En lo que ahora nos interesa, en la resolución de este recurso de casación para unificación de doctrina autonómico, no puede estimarse que las sentencias citadas de la Sección Primera de esta Sala, por el sólo hecho de confirmar los pronunciamientos de instancia que no tenían por acreditada la inactividad municipal, ni la inmision acustica , haya llegado a un pronunciamiento distinto en méritos a hechos, fundamentos y pretensiones sustancialmente iguales, como exige el artículo 99.1 de la Ley de la Jurisdicción , pues los hechos contemplados eran diferentes. No infringiendo por tanto la sentencia recurrida los artículos 11 , 12 y 13 de la ley 7/2002 de la GV de Protección contra la Contaminación Acústica . .
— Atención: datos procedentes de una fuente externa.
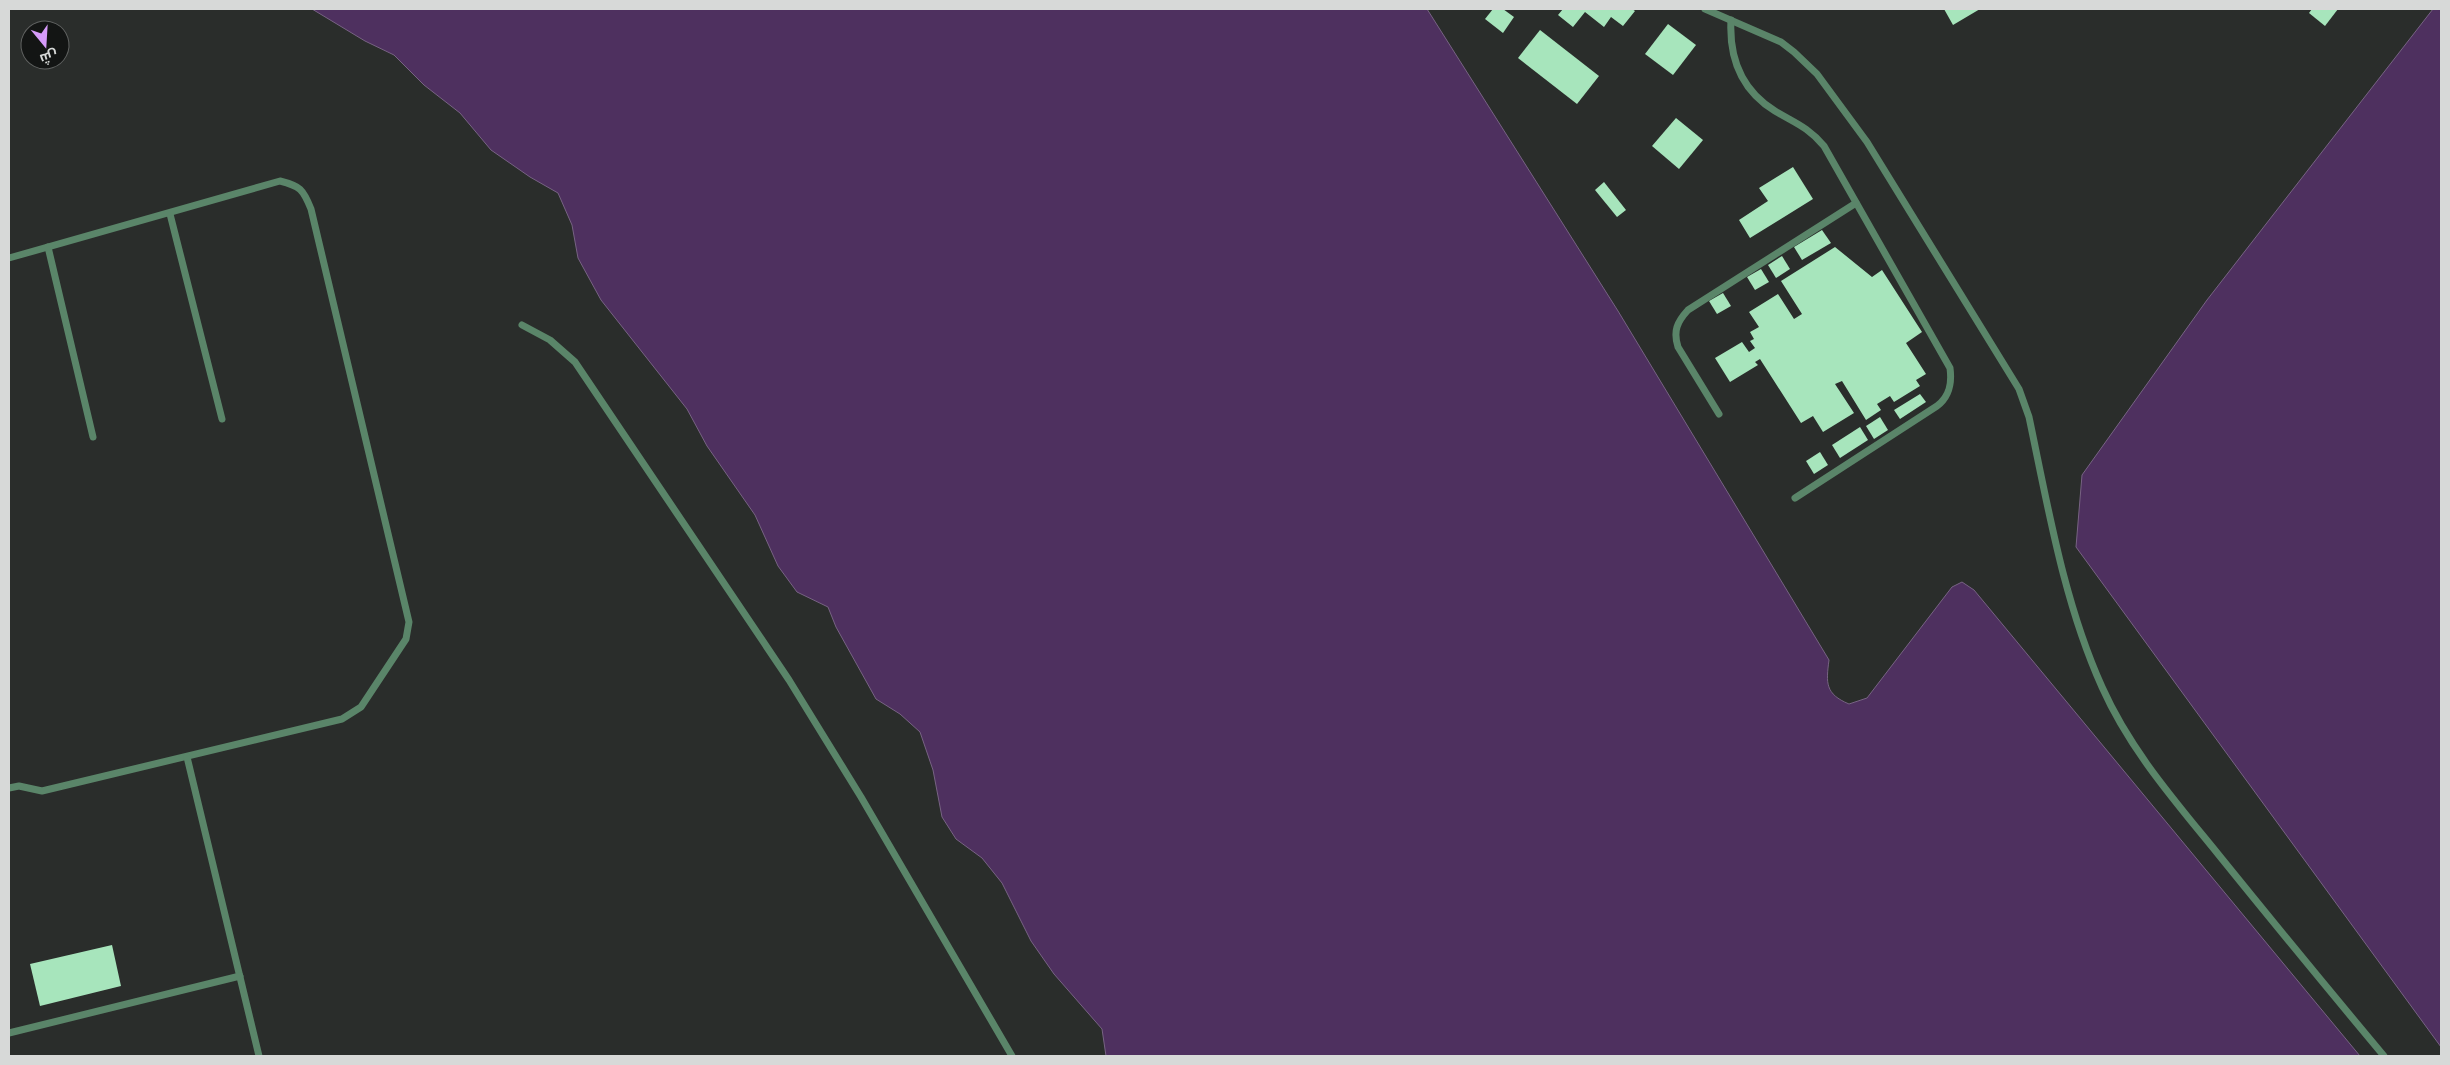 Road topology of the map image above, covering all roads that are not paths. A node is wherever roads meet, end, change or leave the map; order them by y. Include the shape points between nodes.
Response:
1 (1705, 9) edge
2 (1731, 20) junction
3 (1856, 203) junction
4 (170, 214) junction
5 (48, 247) junction
6 (9, 258) edge
7 (522, 325) dead end
8 (1719, 414) dead end
9 (222, 419) dead end
10 (93, 437) dead end
11 (1795, 498) dead end
12 (187, 757) junction
13 (9, 788) edge
14 (240, 976) junction
15 (9, 1033) edge
16 (259, 1056) edge
17 (1012, 1056) edge
18 (2384, 1056) edge

1 - 2 lane
2 - 3 lane via 1732,54 1745,85 1756,98 1814,134
2 - 18 lane via 1781,42 1806,62 1872,150 2019,389 2029,417 2078,622 2118,719 2173,799
3 - 8 lane via 1688,310 1681,318 1676,327 1678,347
3 - 11 lane via 1947,359 1950,387 1937,406
4 - 5 lane
4 - 9 lane
4 - 12 lane via 280,181 297,186 305,194 409,622 406,639 361,707 342,719
5 - 6 lane
5 - 10 lane
7 - 17 lane via 550,340 575,362 735,597 826,738
12 - 13 lane via 42,792 19,786
12 - 14 lane
14 - 15 lane
14 - 16 lane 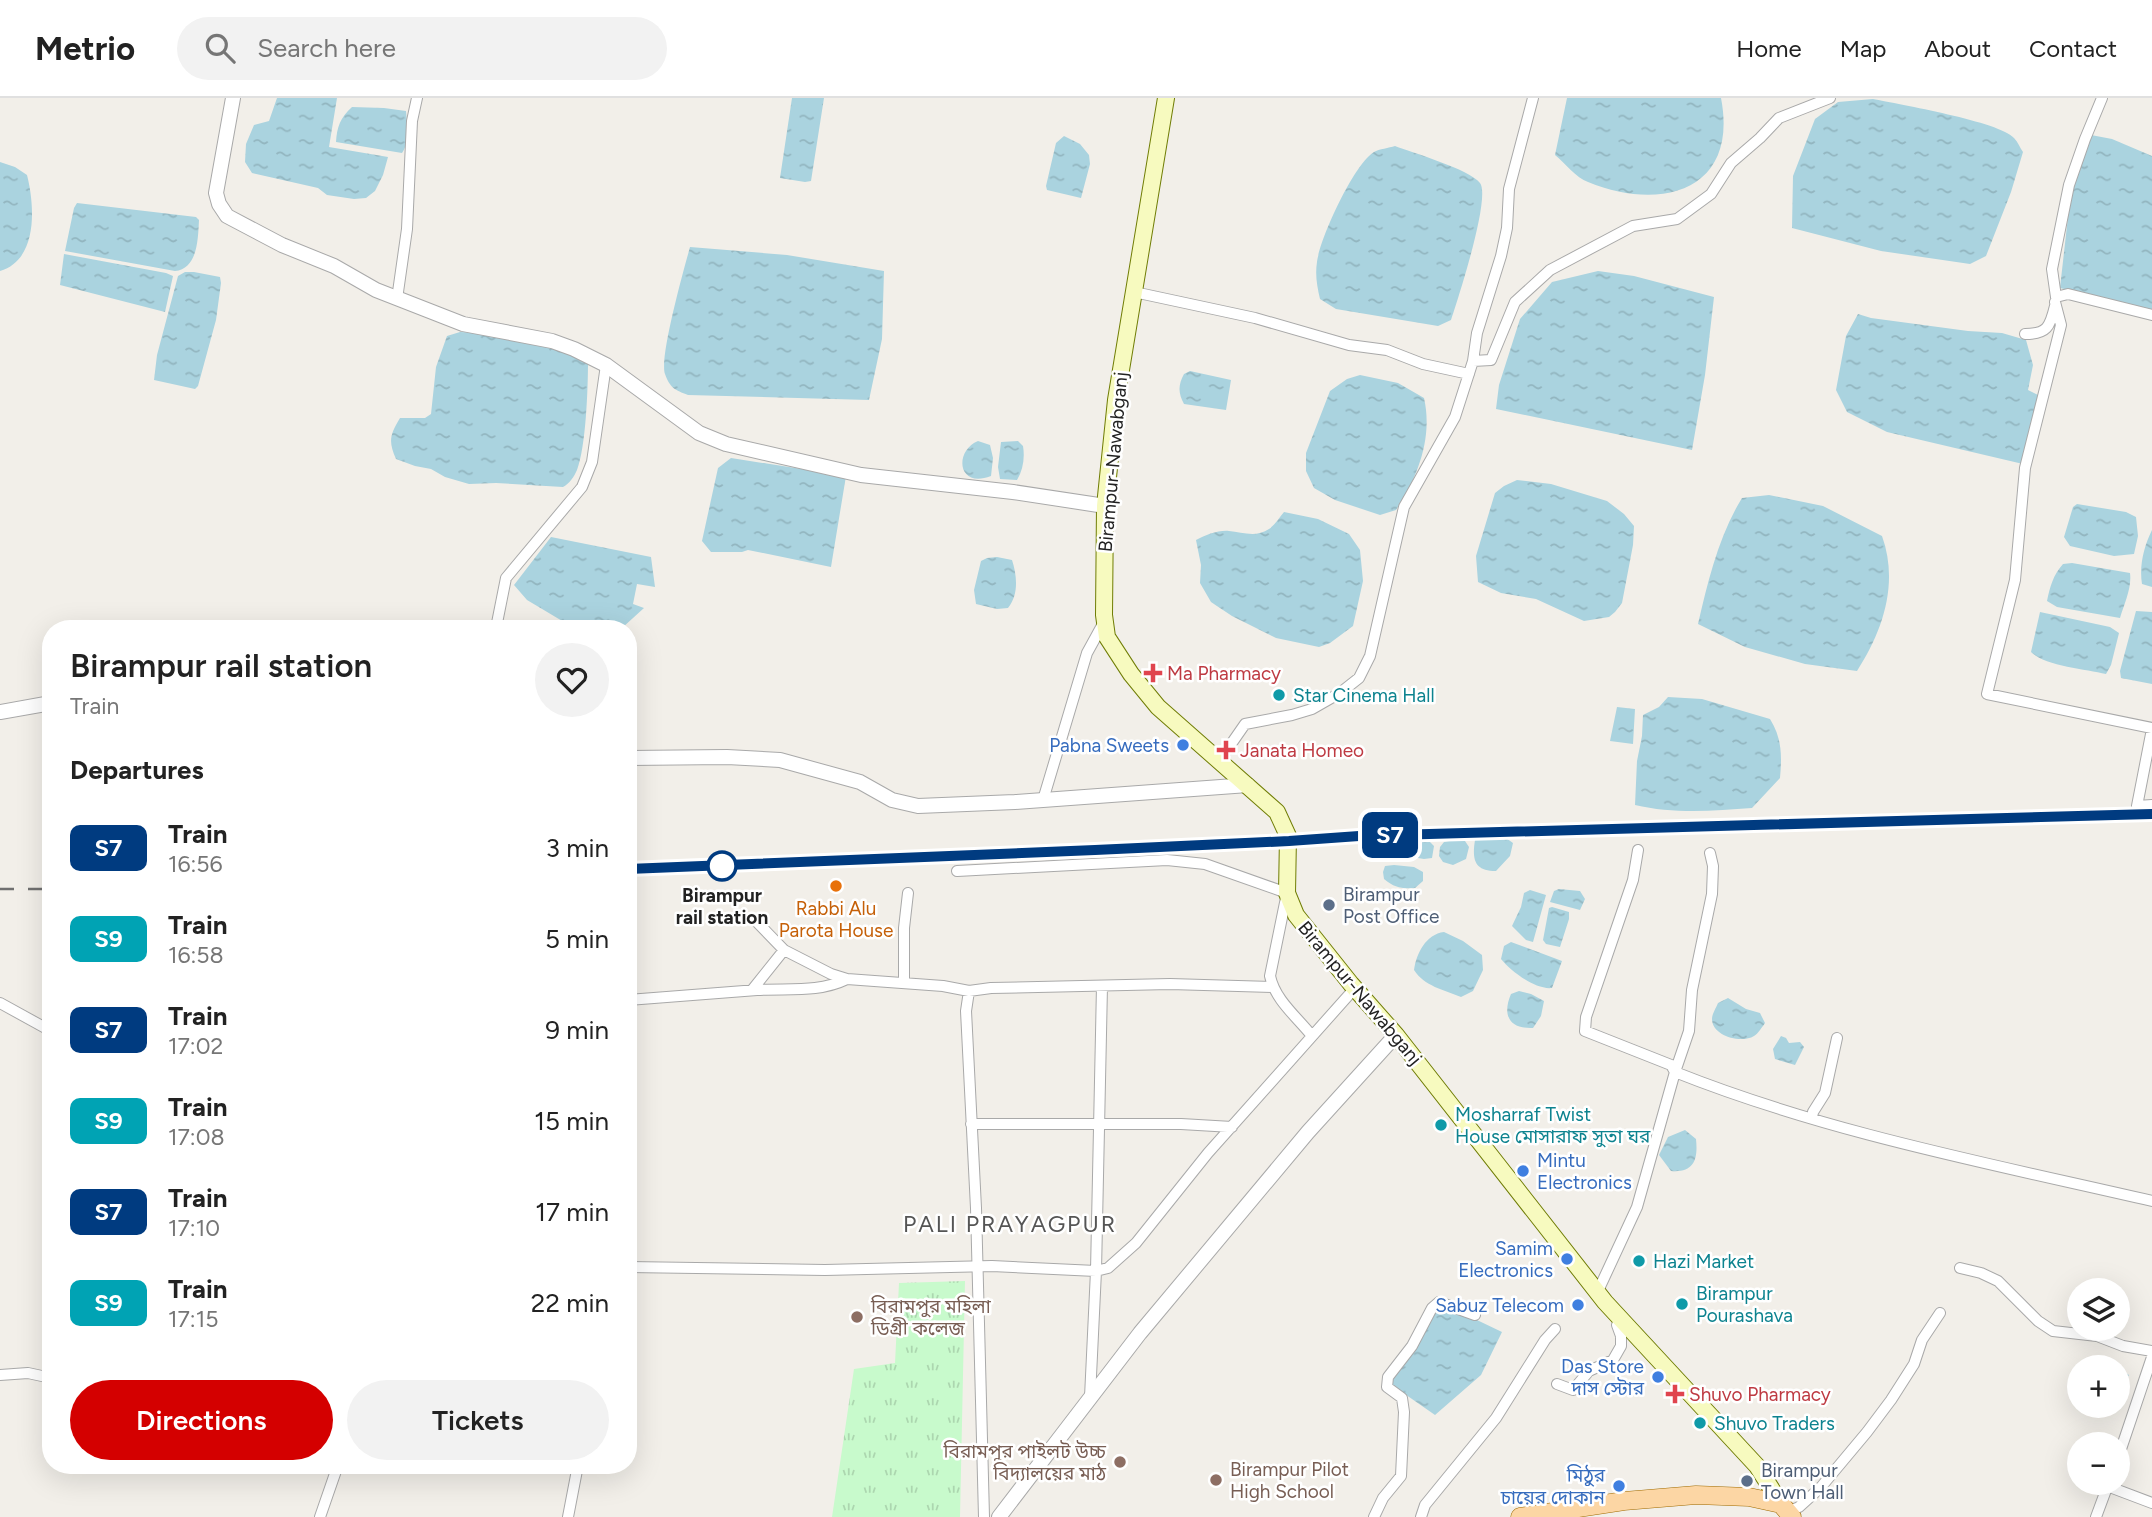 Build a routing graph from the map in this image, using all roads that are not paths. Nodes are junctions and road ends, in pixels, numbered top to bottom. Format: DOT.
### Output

Por las razones expuestas no ha lugar al recurso interpuesto.
Sexto.Por imperativo de lo dispuesto en el artículo 139 de la Ley de la Jurisdicción , procede la imposición de las costas a la recurrente.
Vistoslos preceptos legales citados por las partes, concordantes y demás de general aplicación.
Fallo
1) Desestimarel recurso de casación para la unificación de doctrina interpuesto por el ayuntamiento De La Romana contra la Sentencia número 44/2.014 de fecha 29 de enero de 2.014 dictada por la Sección Segunda de esta Sala en el recurso de apelación número 112/2012.
2) Imponerlas costas del recurso a la parte recurrente.
Así por esta nuestra Sentencia, de la que se unirá certificación a los autos, lo pronunciamos, mandamos y firmamos.
Publicación.La anterior sentencia ha sido leída y publicada en el día de su fecha por el Ilmo. Sr. Magistrado Ponente de la misma, estando constituido el Tribunal en audiencia pública, de lo que, como Secretario de éste, doy fe.